Integration Engineer (EDI)
Former Employee
Worked at Epic Systems for 2 years
January 6, 2021
Madison, Wisconsin
3.0
Doesn't RecommendNegative OutlookNo CEO Opinion
Pros

If you don't have any professional experience in customer service, consultancy, or healthcare infrastructure, you will gain a lot of experience.

If you like hands-off management, figuring out for yourself how to survive, battling constant crises, and representing healthcare IT expertise with sparse training, then you'll enjoy working at Epic.

If you like to work and don't have much of a life after work, then you'll enjoy working at Epic.

If you're young and prefer to make friends at work, there are a lot of young people at work, and it will be pretty easy to make friends.

If you're a decent person, you will make friends with your clients too. Healthcare organizations do love working with Epic people. You'll be grinding through a lot of problems together, and it lends to quality bonding.

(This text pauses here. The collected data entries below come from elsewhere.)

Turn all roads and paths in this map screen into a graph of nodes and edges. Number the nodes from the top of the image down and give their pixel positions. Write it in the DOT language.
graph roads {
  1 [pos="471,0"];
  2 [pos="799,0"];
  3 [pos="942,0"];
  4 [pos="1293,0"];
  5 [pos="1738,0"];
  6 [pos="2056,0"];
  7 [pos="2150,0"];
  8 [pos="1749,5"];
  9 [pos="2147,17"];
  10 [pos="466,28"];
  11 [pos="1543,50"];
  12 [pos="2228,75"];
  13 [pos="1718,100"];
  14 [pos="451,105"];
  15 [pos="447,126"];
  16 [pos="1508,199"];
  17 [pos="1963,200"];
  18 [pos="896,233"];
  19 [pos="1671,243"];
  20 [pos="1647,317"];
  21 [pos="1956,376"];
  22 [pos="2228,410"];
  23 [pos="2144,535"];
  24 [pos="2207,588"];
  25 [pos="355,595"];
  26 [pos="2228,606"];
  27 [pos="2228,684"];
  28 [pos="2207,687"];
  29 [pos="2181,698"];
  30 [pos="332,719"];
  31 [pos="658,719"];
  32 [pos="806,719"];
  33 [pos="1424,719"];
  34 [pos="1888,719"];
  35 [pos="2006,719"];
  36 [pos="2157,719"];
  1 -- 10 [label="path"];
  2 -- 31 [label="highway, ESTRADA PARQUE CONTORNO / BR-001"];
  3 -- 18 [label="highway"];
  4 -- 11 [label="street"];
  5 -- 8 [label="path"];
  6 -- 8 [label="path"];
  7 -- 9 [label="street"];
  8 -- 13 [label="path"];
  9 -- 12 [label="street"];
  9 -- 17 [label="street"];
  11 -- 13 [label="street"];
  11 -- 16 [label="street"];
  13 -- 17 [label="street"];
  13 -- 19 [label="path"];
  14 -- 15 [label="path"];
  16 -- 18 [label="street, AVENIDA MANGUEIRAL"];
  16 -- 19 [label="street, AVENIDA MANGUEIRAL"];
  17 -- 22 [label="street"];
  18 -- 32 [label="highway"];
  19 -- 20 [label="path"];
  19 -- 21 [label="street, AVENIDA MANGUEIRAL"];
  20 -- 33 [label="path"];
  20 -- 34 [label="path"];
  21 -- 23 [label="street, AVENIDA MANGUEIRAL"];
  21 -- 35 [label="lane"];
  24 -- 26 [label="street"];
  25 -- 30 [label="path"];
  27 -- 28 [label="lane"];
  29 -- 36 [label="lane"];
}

Madison, Wisconsin is genuinely a wonderful town. Lots of events and activities, accessible by foot and bicycle, great bar and restaurant scene, simply delightful. If Epic had been kinder with the work/life balance, I would have stayed just to stay in Madison.

Cons

;tldr If you're coming here for reviews after visiting the campus for an interview, the gist is this: what Epic appears to be -- a fun-loving, hip, innovative company -- and what Epic is in the day-to-day are not the same. Epic is a massive corporation, and its goal is to make money. So, do your research before signing on!

Epic tries to have a start-up culture, but because it's a 10,000+ employee organization, it cannot be a start-up. There are protocols and rules and barriers to innovation and mobility. They say that they love having so many new and young people come in with fresh eyes, but my experience showed that they are very resistant to change. People get in the groove of doing certain things in certain ways, and unless you can prove, on your own time and effort, that your tasks are, for example, a significant waste of time and money, then nothing happens. The culture is not innovative and does not prioritize quality-of-life improvements.

Management is not great, because most of the managers have less than 2 years' experience being a manager. That's because once an employee has been there for a year doing whatever they're doing, and they perform decently, then they're pressured to become a manager. Now Epic has all these managers who don't know anything about team-building, team solidarity, or being good listeners. Epic managers tend to be gatekeepers. They're there to make sure that you're performing, and if not, prod you to perform more, work more, take more responsibility, and so on.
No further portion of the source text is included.